# [What is required]
Please say how many lines in the material include the string "down", and nothing else.

== Segment start ==

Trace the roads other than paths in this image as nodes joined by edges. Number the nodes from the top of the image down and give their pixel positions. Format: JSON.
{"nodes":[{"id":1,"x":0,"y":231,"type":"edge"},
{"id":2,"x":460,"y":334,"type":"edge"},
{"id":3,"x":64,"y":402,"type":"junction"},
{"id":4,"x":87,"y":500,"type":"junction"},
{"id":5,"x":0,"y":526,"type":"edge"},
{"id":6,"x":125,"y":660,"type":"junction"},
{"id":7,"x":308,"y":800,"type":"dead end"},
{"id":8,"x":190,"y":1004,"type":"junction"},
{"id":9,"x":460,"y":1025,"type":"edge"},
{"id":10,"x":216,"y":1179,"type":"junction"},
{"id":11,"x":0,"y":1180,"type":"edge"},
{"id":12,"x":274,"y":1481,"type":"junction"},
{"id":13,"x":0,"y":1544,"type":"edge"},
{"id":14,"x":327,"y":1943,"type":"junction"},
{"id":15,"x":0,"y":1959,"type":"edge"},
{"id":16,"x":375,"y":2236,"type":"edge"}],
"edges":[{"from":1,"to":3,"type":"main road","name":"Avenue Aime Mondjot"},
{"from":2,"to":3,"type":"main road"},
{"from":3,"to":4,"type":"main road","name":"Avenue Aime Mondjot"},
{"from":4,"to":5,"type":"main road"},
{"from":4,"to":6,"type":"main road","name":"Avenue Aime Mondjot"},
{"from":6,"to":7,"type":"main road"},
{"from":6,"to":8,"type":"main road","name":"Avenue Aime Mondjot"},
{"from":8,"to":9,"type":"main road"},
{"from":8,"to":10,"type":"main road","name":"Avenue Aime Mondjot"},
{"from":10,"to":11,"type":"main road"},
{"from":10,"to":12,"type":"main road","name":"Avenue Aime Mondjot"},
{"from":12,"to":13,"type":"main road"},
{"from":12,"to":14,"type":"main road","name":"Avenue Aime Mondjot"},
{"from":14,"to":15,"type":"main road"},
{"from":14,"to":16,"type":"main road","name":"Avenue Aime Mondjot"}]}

== Segment end ==
== Segment start ==

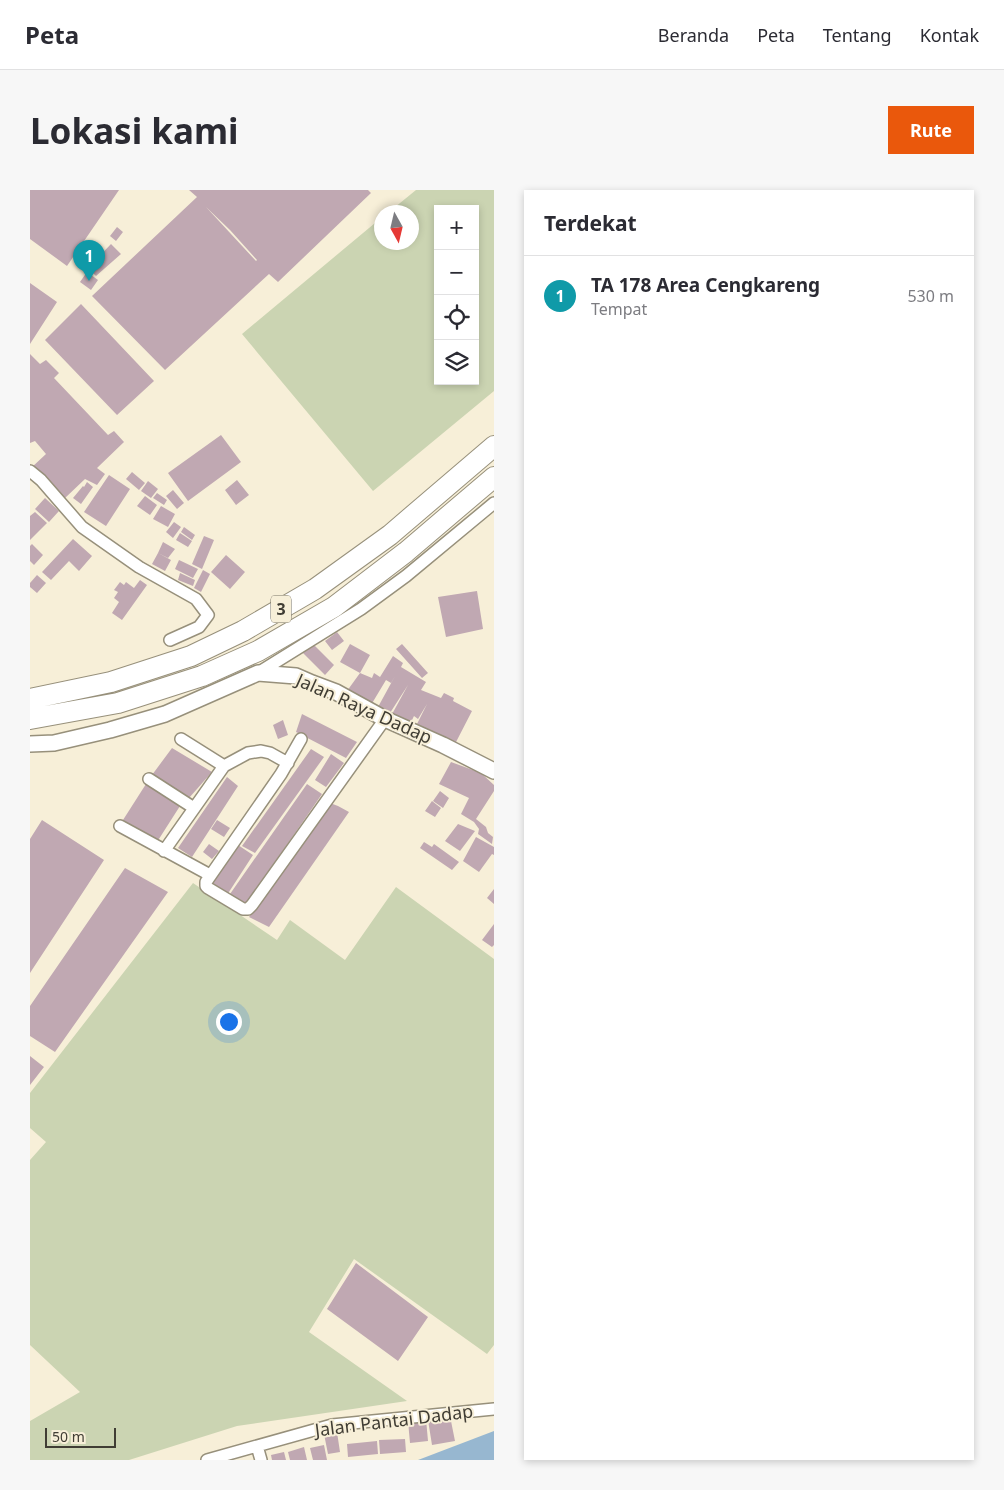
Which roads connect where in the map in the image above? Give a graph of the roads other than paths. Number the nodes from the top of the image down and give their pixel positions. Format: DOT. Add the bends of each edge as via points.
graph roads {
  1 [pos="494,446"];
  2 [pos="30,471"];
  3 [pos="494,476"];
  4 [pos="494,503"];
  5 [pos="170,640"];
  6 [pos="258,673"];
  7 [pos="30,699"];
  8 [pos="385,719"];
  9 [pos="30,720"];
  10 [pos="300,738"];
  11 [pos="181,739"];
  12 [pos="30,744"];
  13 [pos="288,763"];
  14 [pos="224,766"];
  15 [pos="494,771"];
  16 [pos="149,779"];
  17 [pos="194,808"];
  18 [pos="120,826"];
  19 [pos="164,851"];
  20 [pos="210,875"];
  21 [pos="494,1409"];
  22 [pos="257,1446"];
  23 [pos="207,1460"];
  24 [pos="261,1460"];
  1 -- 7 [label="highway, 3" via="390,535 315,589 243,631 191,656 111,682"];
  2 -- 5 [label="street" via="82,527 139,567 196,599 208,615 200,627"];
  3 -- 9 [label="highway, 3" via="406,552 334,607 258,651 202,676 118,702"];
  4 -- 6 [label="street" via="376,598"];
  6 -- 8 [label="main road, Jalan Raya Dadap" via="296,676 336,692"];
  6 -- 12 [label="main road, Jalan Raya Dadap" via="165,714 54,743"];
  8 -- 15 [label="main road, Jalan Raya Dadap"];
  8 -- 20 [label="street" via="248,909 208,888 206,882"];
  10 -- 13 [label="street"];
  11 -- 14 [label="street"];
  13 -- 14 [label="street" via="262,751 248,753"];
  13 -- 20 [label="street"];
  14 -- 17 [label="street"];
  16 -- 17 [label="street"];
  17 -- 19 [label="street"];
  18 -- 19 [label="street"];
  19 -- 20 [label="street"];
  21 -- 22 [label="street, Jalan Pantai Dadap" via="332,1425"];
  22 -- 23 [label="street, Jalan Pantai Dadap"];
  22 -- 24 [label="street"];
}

== Segment end ==
== Segment start ==

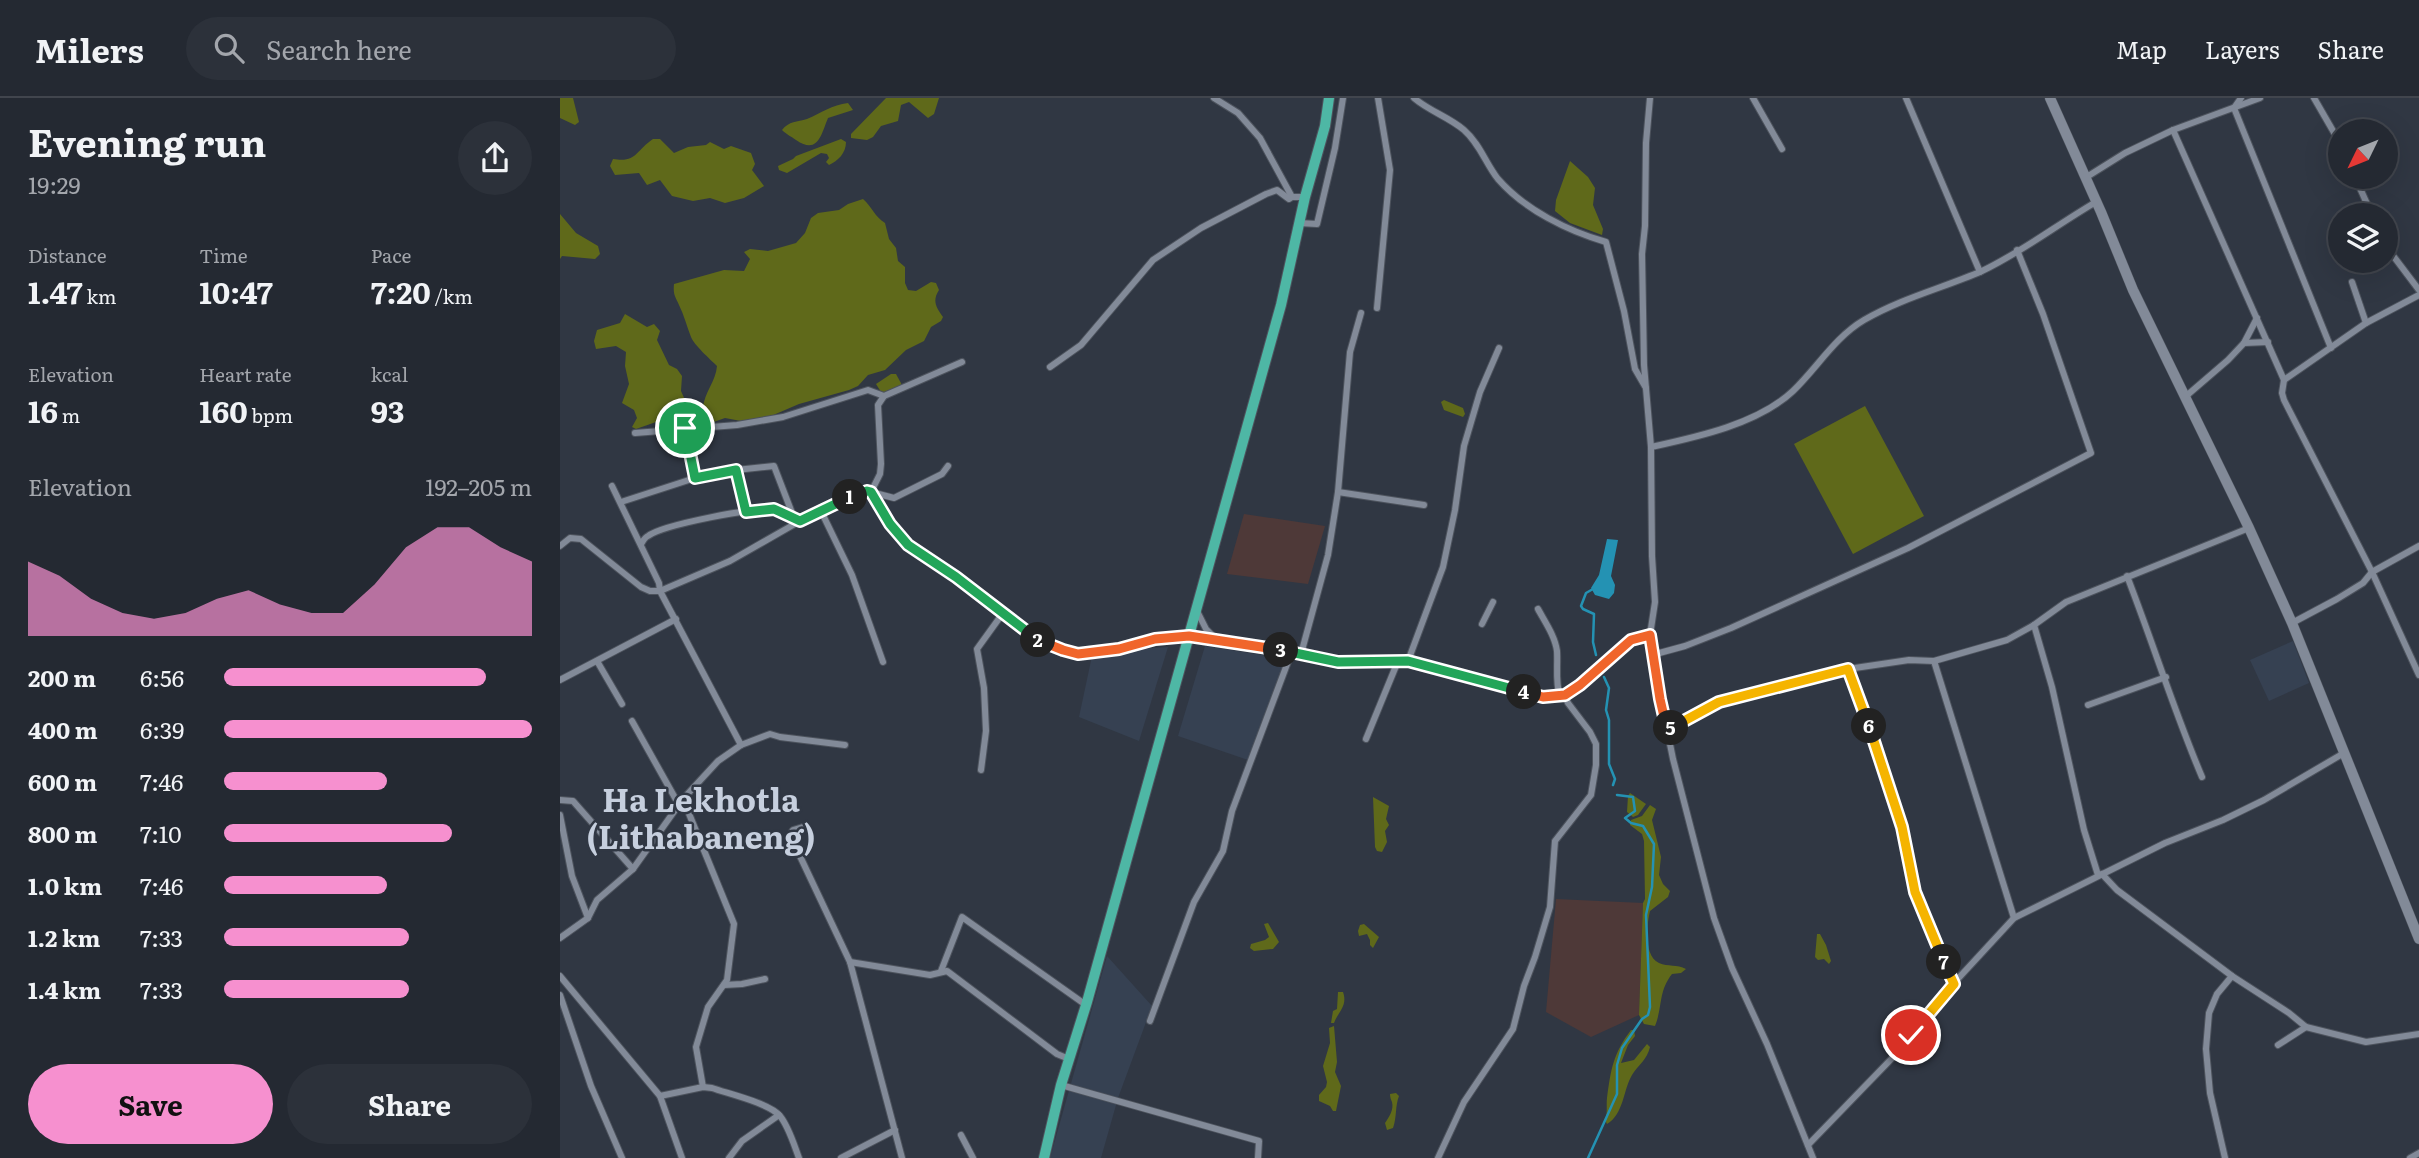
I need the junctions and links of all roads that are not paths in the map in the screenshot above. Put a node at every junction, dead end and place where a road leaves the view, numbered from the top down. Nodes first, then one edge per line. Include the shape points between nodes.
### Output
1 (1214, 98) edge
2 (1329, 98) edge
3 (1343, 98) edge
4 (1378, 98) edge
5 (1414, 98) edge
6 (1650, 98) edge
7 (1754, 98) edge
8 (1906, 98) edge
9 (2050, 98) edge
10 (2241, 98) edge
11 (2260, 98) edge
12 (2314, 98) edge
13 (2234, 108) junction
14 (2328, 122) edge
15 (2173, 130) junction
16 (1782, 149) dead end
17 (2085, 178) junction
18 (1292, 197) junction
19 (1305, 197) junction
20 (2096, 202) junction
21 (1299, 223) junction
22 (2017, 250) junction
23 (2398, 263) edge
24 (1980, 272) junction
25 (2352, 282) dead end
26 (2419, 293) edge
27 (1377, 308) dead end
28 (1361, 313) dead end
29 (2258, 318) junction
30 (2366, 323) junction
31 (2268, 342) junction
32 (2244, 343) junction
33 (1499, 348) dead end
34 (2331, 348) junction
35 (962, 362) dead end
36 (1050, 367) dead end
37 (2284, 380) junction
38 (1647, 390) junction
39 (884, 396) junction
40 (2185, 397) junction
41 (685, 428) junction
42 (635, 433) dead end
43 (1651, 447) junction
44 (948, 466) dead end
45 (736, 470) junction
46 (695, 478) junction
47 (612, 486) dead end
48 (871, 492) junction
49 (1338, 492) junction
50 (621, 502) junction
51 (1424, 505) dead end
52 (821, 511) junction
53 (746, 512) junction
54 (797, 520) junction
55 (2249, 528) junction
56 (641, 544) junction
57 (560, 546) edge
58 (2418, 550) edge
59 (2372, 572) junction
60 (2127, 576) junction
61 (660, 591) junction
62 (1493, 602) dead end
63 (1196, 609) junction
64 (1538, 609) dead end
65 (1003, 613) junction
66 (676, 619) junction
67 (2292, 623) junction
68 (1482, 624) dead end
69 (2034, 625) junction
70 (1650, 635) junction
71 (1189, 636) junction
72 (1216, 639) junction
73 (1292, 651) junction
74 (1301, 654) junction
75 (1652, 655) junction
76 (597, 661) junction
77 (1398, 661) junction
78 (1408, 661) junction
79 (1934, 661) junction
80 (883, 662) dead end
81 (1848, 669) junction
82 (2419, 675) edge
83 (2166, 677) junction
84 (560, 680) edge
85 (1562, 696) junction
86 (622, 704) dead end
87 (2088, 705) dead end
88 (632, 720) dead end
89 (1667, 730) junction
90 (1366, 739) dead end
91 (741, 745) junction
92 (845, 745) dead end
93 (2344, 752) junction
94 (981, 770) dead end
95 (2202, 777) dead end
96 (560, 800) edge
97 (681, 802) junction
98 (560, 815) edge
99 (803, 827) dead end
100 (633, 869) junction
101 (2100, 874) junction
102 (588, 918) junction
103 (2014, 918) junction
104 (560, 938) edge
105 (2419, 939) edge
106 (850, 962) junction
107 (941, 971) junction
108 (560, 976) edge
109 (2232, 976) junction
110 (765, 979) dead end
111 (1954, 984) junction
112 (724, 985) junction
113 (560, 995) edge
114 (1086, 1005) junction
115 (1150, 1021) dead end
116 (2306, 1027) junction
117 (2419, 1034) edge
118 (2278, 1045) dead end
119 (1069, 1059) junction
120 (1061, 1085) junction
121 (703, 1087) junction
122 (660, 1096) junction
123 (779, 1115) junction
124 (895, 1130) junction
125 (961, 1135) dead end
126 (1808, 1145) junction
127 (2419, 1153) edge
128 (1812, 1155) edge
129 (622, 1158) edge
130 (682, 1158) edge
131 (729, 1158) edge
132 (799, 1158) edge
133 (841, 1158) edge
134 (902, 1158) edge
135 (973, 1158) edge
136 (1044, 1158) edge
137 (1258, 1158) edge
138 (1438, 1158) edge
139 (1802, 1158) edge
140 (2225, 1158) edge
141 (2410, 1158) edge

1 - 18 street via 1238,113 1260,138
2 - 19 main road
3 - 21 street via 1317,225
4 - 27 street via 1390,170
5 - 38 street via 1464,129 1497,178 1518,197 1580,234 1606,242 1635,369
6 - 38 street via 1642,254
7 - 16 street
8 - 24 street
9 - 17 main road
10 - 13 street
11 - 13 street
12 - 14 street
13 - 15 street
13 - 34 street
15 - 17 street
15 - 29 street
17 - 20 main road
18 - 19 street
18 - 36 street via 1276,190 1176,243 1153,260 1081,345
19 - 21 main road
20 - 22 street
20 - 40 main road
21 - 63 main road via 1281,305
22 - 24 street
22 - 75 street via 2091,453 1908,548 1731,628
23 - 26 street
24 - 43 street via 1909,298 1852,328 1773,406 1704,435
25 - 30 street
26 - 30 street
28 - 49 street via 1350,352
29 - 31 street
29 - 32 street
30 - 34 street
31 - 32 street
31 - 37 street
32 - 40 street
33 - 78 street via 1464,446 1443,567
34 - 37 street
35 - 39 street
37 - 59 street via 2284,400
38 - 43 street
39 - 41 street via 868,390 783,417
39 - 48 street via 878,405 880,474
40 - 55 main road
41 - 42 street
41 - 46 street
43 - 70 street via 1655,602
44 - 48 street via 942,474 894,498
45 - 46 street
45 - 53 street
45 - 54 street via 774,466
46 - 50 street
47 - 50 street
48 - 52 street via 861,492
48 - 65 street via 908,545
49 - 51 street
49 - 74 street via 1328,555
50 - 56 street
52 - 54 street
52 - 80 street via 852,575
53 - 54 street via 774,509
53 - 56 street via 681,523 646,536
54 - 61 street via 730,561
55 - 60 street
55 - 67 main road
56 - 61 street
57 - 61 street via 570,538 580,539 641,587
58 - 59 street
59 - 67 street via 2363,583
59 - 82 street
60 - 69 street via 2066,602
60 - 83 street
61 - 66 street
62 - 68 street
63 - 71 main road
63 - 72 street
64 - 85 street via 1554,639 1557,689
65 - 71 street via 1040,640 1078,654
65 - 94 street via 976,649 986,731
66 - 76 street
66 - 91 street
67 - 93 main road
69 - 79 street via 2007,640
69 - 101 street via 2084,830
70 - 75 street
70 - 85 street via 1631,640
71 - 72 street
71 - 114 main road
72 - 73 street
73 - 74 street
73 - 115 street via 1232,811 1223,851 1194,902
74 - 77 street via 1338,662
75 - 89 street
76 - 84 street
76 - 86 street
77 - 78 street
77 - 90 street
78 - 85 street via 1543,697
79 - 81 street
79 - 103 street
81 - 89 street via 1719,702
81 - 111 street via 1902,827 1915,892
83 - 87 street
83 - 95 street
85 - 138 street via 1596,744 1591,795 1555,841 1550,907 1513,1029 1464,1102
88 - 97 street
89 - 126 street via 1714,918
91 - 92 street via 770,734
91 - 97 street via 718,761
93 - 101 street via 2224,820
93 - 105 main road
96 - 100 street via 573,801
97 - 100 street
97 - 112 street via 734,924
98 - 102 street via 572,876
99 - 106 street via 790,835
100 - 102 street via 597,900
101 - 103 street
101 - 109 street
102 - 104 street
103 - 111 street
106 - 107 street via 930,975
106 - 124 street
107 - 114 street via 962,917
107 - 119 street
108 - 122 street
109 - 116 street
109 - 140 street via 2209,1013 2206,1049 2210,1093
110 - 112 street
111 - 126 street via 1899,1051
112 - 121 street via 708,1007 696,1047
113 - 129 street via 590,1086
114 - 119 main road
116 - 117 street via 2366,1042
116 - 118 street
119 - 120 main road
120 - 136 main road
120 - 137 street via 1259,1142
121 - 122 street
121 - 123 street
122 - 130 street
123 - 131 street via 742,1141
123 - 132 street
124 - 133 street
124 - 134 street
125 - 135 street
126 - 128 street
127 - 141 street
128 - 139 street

== Segment end ==

# [Solution to this exercise]
3